The S&P Equal Weight ETF (RSP) is showing relative strength against the cap-weighted SPY, which is a continuation of the rotational scenario that has been building since Friday.
Where the Strength Is
The S&P 500 and Nasdaq Composite both closed at fresh records Tuesday, with Micron Technology (MU) jumping 19% to top $1 trillion in market capitalization after UBS more than doubled its price target.
Treasury yields moved lower, helping to improve the mood after hitting multi-decade highs last week. Rate-sensitive parts of the market, like biotechnology, are finding bids.
Chips are leading the parade, with the AI trade rotating into memory names that had been laggards. Space stocks continue to ride the SpaceX IPO excitement, with Rocket Lab (RKLB), Spire Global (SPIR), Intuitive Machines (LUNR), and the Tema Space Innovators ETF (NASA) extending recent moves. Small-caps are leading the major indices for the third session in a row.
The Rotation Continues
The Magnificent Seven (MAGS) trading flat while the broader market moves higher is clear confirmation of the rotation thesis. When the largest weights in the cap-weighted indexes are not contributing but the indexes stay strong, the credit goes to improved breadth.
Within the last two weeks we have had a complete reversal in the ratio of new highs to new lows. We were close to 3 to 1 lows to highs and now that has totally reversed with 309 new highs to just 95 lows on Tuesday.
The RSP kept pace with the SPY on Tuesday and is outpacing it Wednesday morning. Keep a close eye on this relationship as it will indicate the strength of the broadening that is occurring. The average stock is attracting much more interest, and the cap-weighted indexes are no longer carried by the same five or six names.
The Iran Question
The bigger question is whether the market can keep running on hope that an Iran deal will come. President Trump said Tuesday that negotiations were in the “final stages,” and the bond market, equities, and oil are still running on that hope. The danger is that the deal gets fully discounted before it is announced, and then some.
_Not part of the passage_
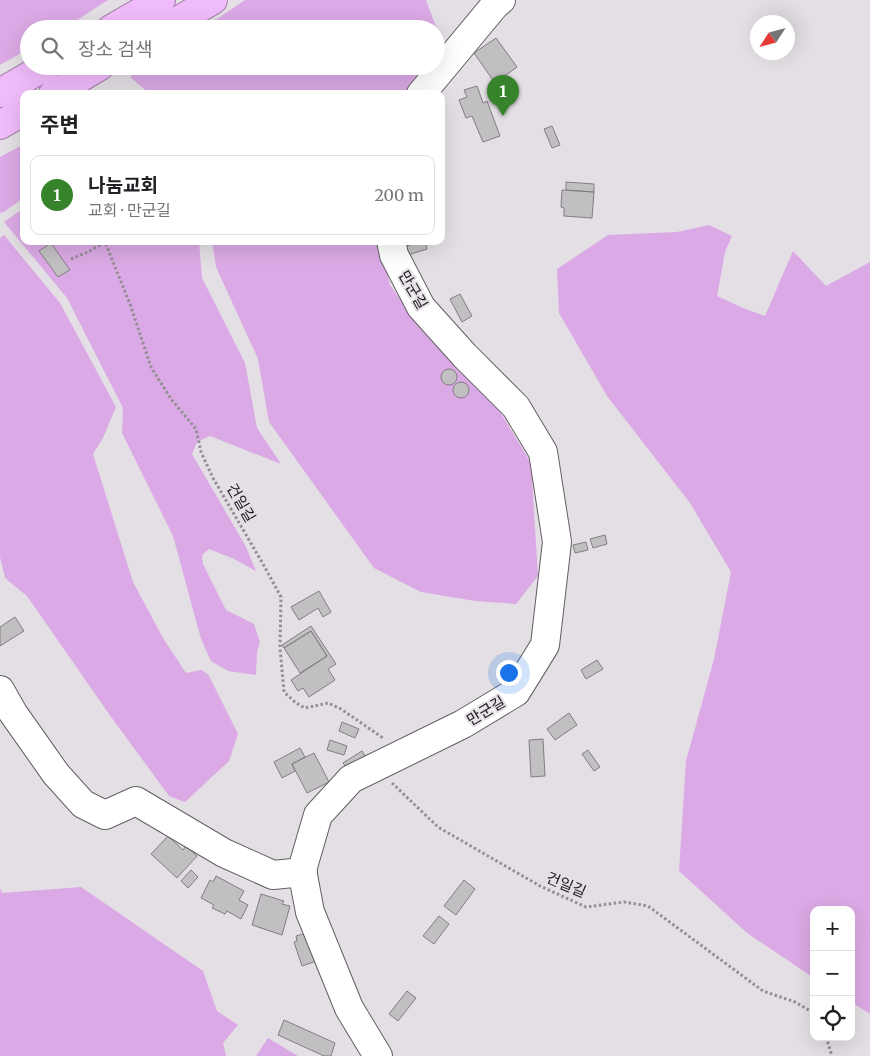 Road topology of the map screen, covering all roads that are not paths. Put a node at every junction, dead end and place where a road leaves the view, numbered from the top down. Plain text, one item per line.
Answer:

The longer the rally runs in anticipation of a deal, the more positioning builds for a sell-the-news reaction when the deal actually arrives. The Iranian side immediately challenges any headline that suggests a deal is imminent, which keeps the uncertainty alive and gives the rally more room.
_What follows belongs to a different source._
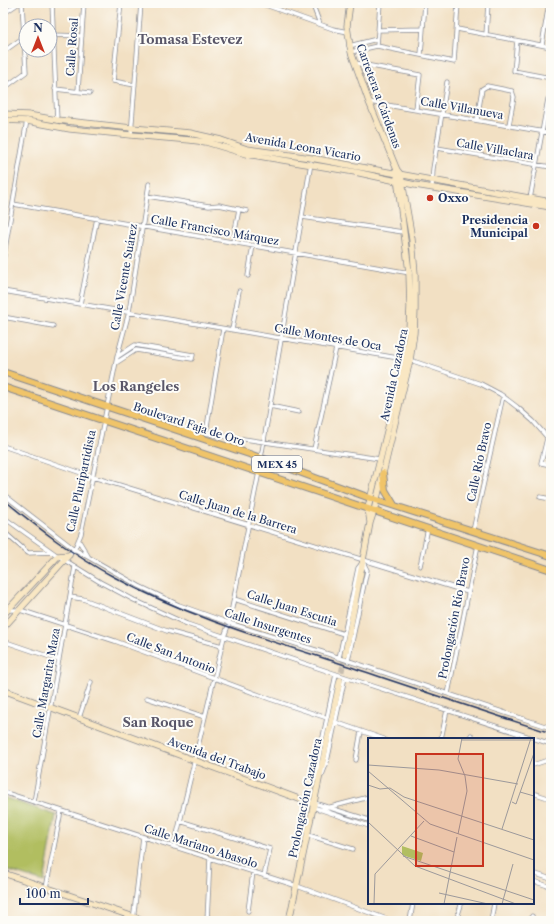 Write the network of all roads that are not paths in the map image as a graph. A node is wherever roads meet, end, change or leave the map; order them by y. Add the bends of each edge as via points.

The reactive approach to the market says respect the action while it works but stay aware of upcoming catalysts. The Iran deal is the next major event that can change the picture in either direction, and there is no edge in guessing which way it resolves. The edge is in being positioned to react when it does.
Strategy
This environment favors aggressive short-term trading of strong momentum names, with the caveat that the moves are fast and require discipline on both entries and exits. Two examples that I am holding are T1 Energy (TE) and Spire Global (SPIR). Both are riding sector-specific catalysts on top of the broader rotation, T1 Energy on the AI-energy data center buildout thesis and Spire on the space IPO excitement.
Names like these can run hard and then reverse just as quickly, so strict discipline is the plan more than the conviction about fundamentals. Set the entry, plan for profit taking, set the exit on failure, and then execute the plan without emotion.
My cash level is staying high enough to keep flexibility intact, but I am actively rotating capital into names with their own setups when the price action looks attractive and sustainable.
At the time of publication, Rev Shark was long TE and SPIR.